> [What is being asked]: Report every line of the material that contains the string "links".

> [Data]:
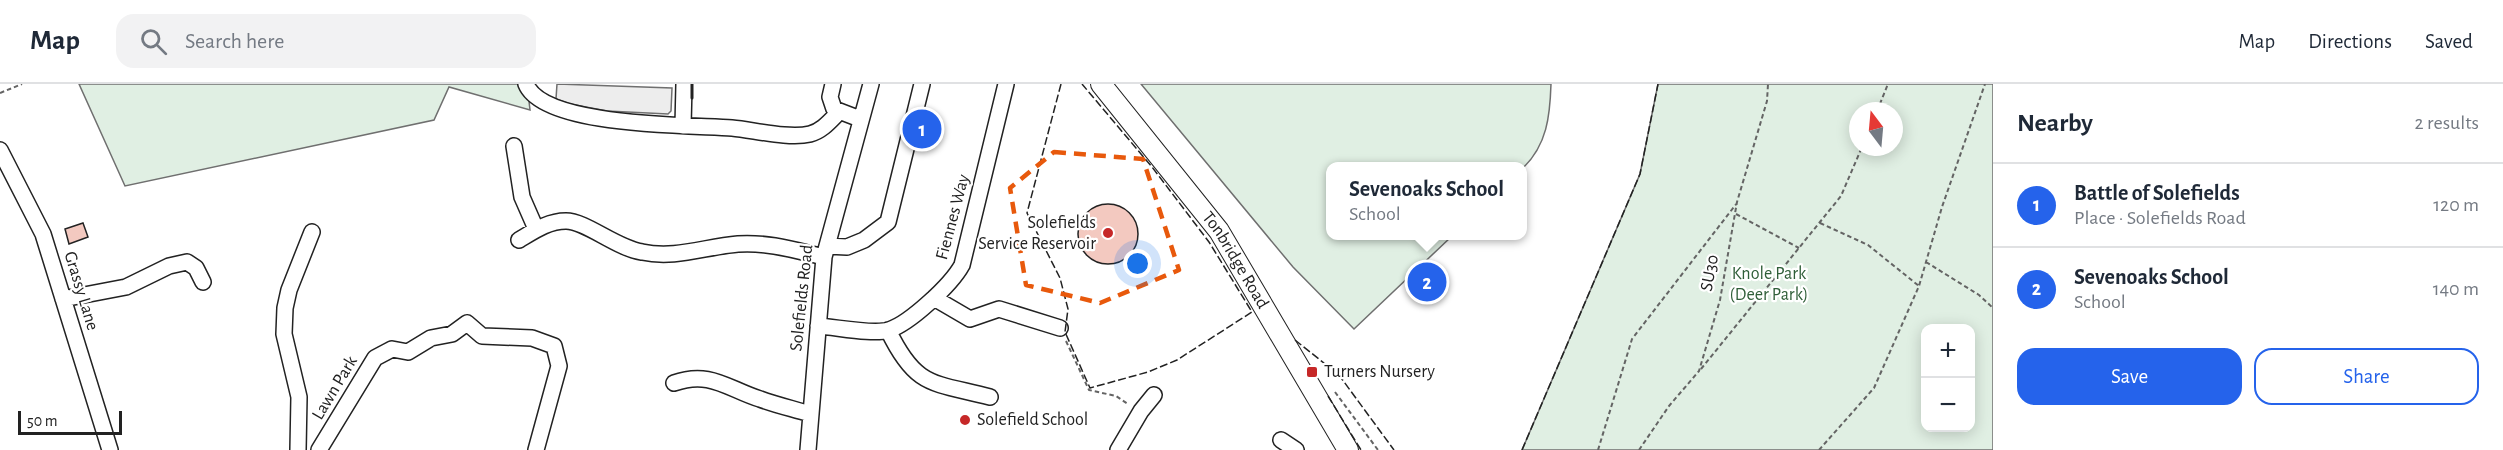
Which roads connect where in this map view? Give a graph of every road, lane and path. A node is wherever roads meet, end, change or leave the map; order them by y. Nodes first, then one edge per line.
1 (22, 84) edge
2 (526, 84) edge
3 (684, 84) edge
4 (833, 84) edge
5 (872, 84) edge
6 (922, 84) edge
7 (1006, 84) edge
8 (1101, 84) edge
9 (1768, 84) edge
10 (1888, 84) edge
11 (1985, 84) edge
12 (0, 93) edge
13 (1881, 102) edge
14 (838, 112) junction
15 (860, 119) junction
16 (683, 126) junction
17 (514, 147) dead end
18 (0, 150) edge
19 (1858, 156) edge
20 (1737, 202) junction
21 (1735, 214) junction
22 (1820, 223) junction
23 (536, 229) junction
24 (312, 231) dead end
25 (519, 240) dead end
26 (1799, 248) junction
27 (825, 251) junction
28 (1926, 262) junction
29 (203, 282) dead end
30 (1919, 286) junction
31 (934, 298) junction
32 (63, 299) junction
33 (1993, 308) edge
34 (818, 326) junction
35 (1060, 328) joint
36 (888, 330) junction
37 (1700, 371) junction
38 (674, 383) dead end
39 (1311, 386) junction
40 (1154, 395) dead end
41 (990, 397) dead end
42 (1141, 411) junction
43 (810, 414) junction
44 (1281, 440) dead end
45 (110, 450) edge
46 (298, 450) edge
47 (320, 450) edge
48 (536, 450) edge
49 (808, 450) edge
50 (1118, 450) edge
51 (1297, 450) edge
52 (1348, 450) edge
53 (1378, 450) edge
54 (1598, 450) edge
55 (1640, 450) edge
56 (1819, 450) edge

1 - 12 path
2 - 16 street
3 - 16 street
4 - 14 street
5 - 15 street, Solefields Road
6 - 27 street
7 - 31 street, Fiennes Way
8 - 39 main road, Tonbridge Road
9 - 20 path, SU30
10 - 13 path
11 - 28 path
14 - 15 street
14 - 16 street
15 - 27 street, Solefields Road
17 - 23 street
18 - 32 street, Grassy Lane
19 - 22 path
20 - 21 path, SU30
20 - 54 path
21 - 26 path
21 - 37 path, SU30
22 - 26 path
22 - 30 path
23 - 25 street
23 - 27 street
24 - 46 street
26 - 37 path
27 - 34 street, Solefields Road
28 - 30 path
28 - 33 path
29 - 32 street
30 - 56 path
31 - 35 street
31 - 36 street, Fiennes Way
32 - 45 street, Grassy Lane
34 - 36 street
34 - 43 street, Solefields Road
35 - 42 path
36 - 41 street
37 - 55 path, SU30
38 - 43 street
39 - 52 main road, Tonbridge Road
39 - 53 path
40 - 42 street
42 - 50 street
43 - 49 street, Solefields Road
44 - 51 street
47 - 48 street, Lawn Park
...
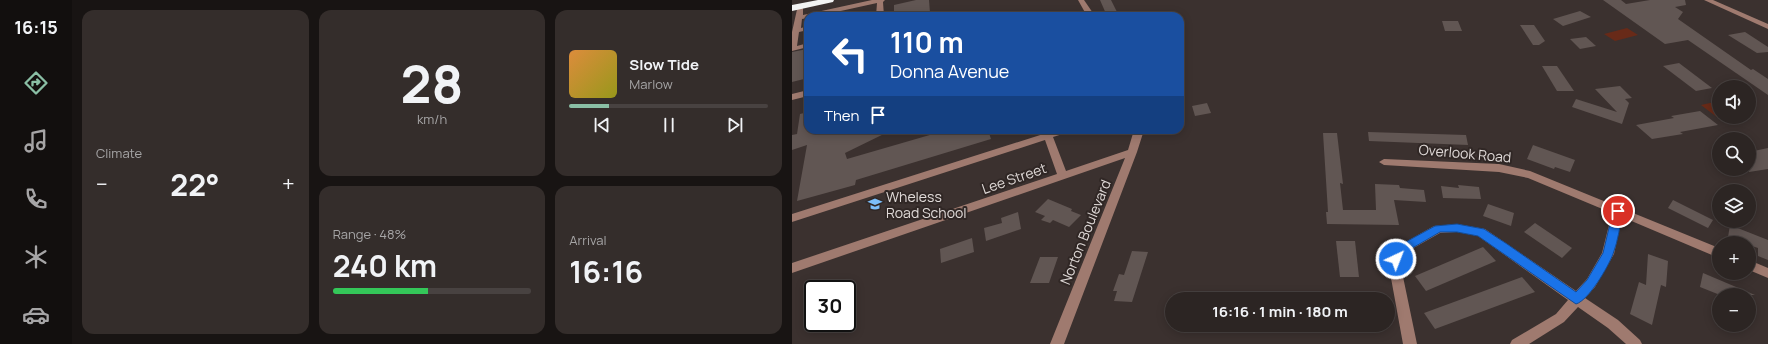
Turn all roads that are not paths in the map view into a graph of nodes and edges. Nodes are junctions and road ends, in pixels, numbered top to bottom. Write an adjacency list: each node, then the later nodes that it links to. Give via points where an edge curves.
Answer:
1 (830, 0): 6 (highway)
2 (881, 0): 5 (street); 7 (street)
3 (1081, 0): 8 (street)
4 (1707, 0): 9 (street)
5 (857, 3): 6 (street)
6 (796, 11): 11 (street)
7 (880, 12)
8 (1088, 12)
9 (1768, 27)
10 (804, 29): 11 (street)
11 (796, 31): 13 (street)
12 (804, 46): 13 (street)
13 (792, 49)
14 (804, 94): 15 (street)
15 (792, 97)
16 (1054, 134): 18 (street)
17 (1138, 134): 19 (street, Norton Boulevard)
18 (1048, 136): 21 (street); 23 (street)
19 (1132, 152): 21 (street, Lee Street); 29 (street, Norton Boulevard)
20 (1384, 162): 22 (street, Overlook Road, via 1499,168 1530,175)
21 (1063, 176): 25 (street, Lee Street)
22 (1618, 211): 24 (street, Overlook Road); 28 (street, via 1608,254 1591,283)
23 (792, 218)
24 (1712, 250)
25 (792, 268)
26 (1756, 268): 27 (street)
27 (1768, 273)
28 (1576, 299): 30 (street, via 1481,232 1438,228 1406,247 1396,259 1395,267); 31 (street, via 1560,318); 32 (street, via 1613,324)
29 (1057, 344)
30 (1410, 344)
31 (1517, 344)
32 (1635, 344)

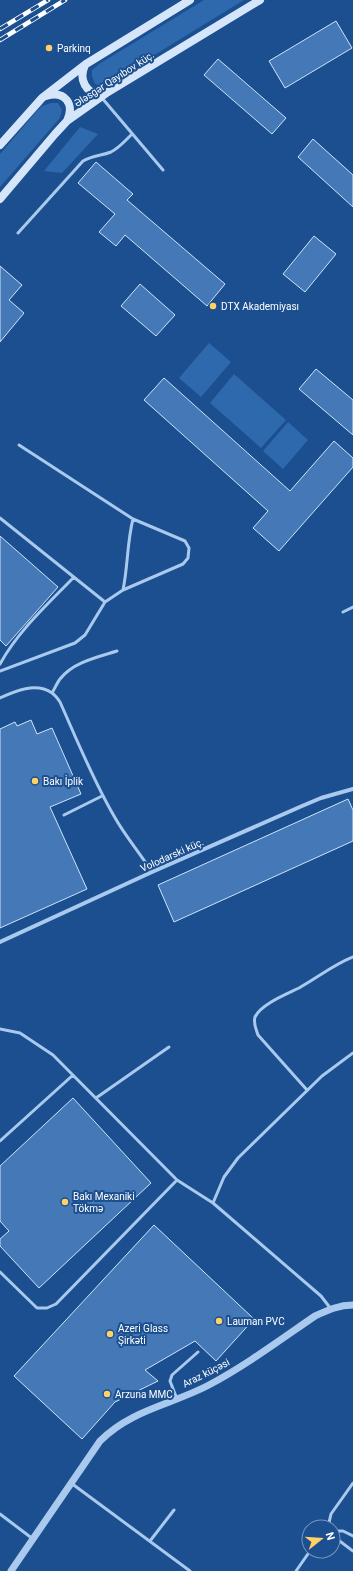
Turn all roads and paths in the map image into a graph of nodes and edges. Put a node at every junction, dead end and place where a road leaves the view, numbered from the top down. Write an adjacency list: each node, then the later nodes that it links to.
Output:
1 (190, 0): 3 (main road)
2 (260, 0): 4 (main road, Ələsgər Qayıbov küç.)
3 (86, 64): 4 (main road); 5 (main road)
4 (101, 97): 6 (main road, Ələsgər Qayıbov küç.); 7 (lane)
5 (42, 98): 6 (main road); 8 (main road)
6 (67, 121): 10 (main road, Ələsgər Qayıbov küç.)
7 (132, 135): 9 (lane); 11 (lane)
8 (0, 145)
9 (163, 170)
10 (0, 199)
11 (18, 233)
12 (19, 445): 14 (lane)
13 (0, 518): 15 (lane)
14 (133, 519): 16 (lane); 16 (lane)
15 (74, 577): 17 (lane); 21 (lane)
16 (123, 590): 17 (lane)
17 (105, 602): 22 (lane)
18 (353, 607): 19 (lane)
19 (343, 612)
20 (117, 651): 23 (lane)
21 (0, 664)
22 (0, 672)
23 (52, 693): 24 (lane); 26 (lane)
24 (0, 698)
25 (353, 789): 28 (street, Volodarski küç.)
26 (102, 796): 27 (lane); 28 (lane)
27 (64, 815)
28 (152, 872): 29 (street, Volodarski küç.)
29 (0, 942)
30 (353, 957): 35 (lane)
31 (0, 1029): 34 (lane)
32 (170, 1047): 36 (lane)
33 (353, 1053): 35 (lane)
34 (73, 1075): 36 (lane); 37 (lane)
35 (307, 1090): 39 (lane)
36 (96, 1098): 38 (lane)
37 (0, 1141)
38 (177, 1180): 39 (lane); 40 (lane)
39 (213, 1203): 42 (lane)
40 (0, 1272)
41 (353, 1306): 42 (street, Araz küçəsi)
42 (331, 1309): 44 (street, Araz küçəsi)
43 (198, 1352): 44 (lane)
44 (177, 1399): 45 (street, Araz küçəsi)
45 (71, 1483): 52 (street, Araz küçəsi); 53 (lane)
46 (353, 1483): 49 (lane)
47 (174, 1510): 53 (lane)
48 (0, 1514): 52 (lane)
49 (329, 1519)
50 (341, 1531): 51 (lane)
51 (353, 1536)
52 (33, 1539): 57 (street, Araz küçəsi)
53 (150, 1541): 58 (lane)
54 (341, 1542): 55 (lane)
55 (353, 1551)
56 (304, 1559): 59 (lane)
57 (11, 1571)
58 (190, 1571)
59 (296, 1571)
...
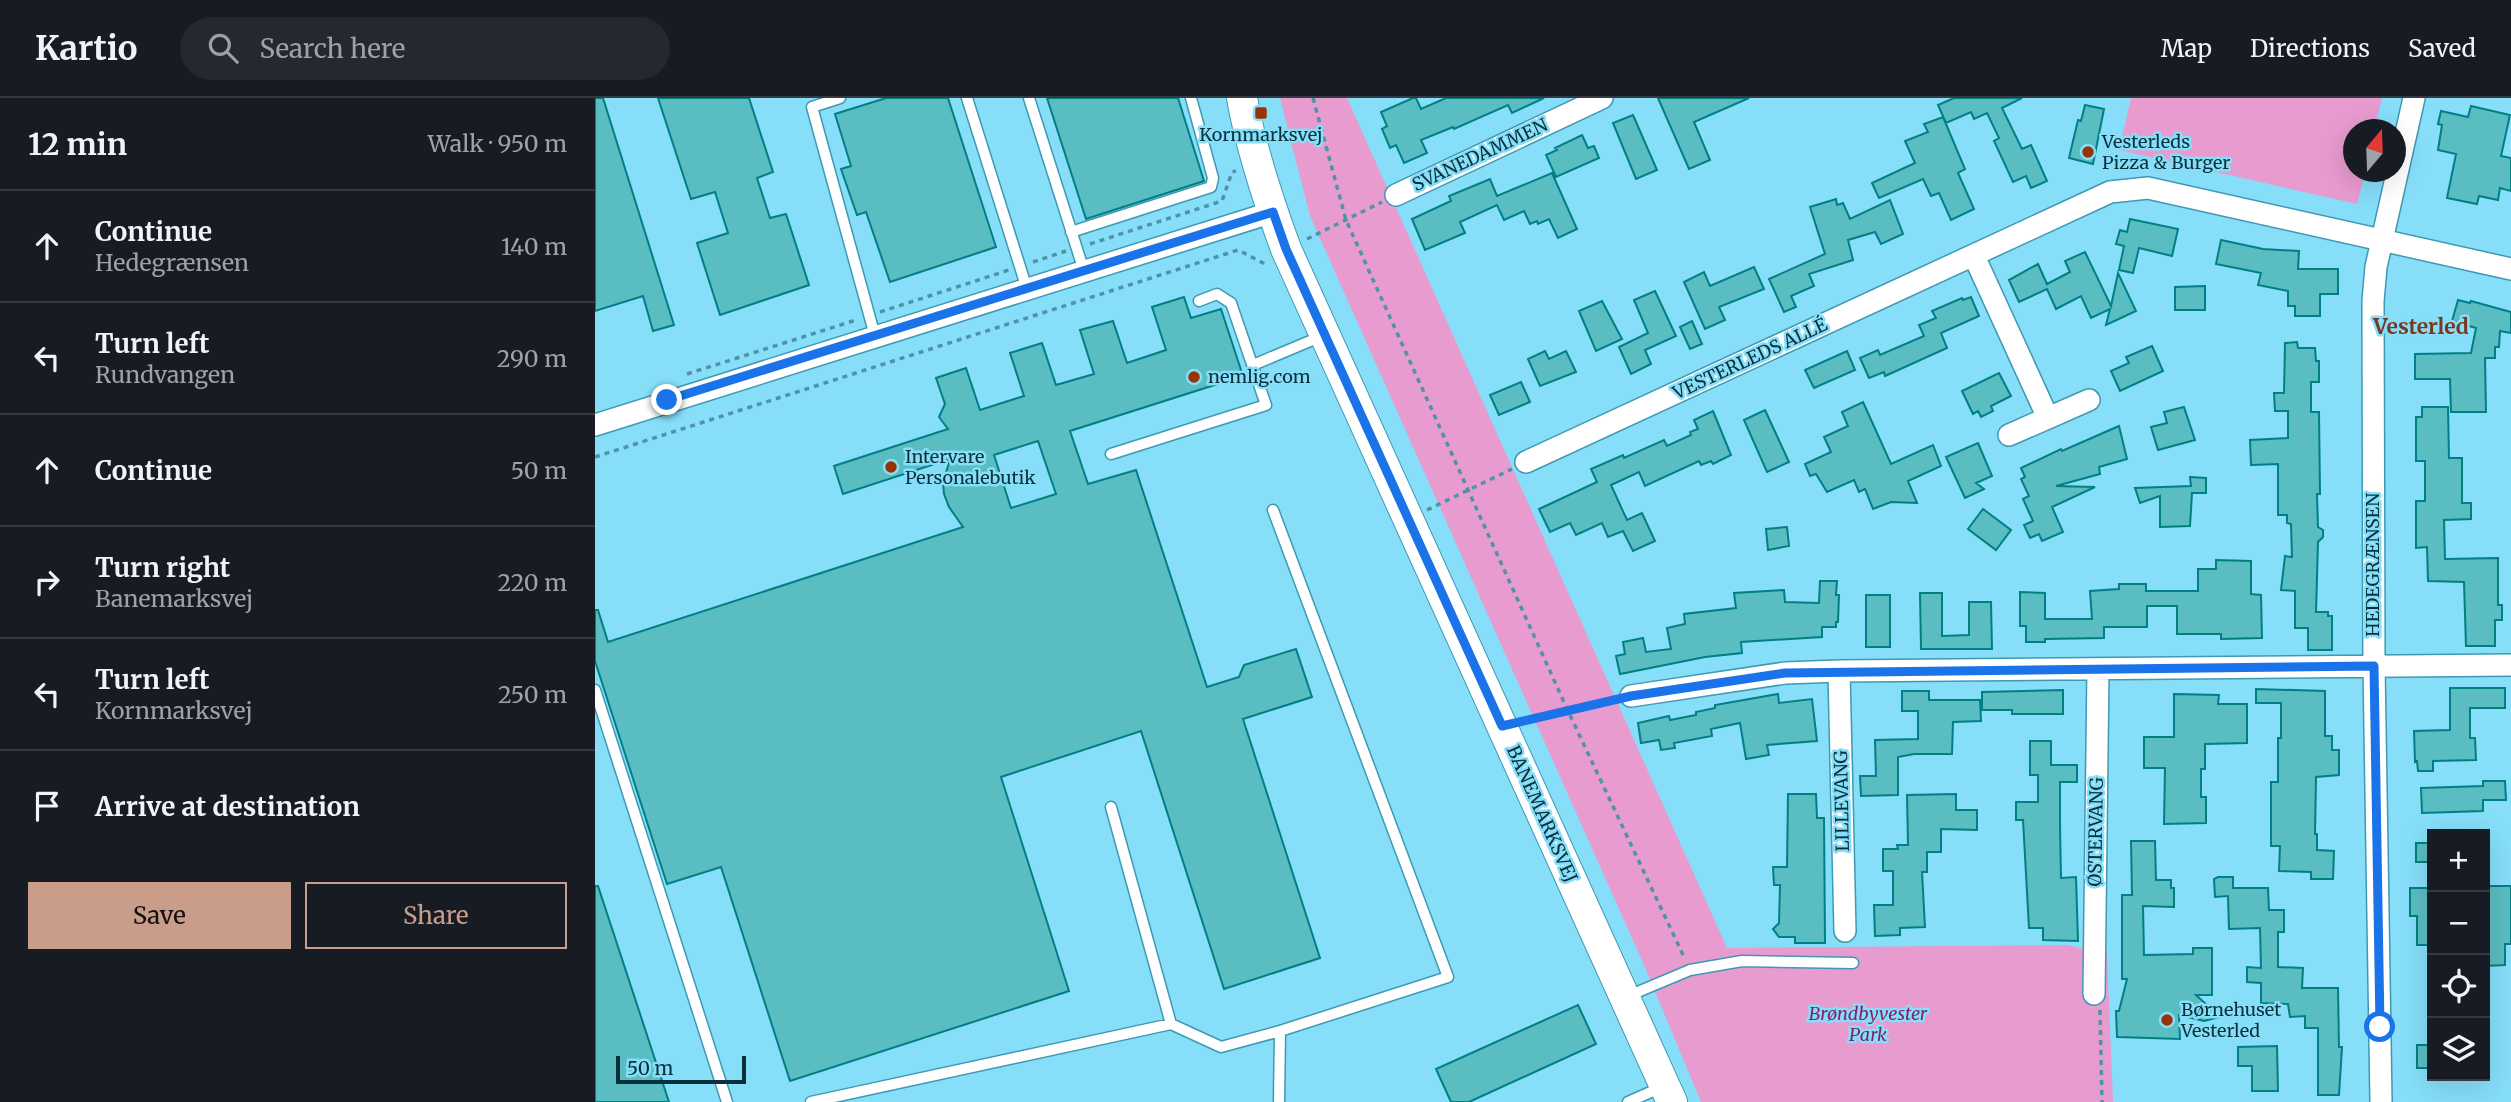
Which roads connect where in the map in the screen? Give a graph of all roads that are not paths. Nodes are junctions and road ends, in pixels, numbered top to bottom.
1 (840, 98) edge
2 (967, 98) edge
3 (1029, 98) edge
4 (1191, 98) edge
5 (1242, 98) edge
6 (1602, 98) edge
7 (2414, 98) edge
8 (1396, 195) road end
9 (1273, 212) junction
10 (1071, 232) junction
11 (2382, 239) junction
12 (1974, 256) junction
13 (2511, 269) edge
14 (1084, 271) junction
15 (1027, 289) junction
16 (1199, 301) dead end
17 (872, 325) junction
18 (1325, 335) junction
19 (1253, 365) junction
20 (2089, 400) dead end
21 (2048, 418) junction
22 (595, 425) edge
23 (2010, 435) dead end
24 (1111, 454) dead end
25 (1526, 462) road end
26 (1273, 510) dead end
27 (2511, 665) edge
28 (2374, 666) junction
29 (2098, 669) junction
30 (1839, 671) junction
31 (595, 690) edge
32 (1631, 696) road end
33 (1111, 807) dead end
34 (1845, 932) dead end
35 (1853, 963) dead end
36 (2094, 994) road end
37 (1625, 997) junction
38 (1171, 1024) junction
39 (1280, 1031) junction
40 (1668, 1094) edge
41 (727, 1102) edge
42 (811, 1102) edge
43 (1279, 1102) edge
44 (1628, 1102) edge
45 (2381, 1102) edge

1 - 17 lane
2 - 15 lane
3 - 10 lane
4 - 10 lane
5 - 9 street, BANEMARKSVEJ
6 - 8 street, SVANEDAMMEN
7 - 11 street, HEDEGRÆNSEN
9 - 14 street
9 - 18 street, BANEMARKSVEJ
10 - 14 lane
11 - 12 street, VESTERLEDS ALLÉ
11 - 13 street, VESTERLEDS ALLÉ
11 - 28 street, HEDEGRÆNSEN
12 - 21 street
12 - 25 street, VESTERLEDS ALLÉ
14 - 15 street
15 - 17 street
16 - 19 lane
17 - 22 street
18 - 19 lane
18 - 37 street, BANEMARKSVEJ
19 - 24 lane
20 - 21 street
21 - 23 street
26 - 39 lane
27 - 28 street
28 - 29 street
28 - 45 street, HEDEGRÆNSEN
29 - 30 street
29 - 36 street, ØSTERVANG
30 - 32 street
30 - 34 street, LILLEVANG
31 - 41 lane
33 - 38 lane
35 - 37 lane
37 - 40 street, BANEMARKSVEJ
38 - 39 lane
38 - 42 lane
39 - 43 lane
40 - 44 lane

> [Response for this exercise]:
Turn all roads that are not paths in the map view into a graph of nodes and edges. Nodes are junctions and road ends, in pixels, numbered top to bottom. Write an adjacency list: each node, then the later nodes that it links to. Give via points where an edge curves.
Turn all roads and paths in the map image into a graph of nodes and edges. Put a node at every junction, dead end and place where a road leaves the view, numbered from the top down. Write an adjacency list: each node, then the later nodes that it links to.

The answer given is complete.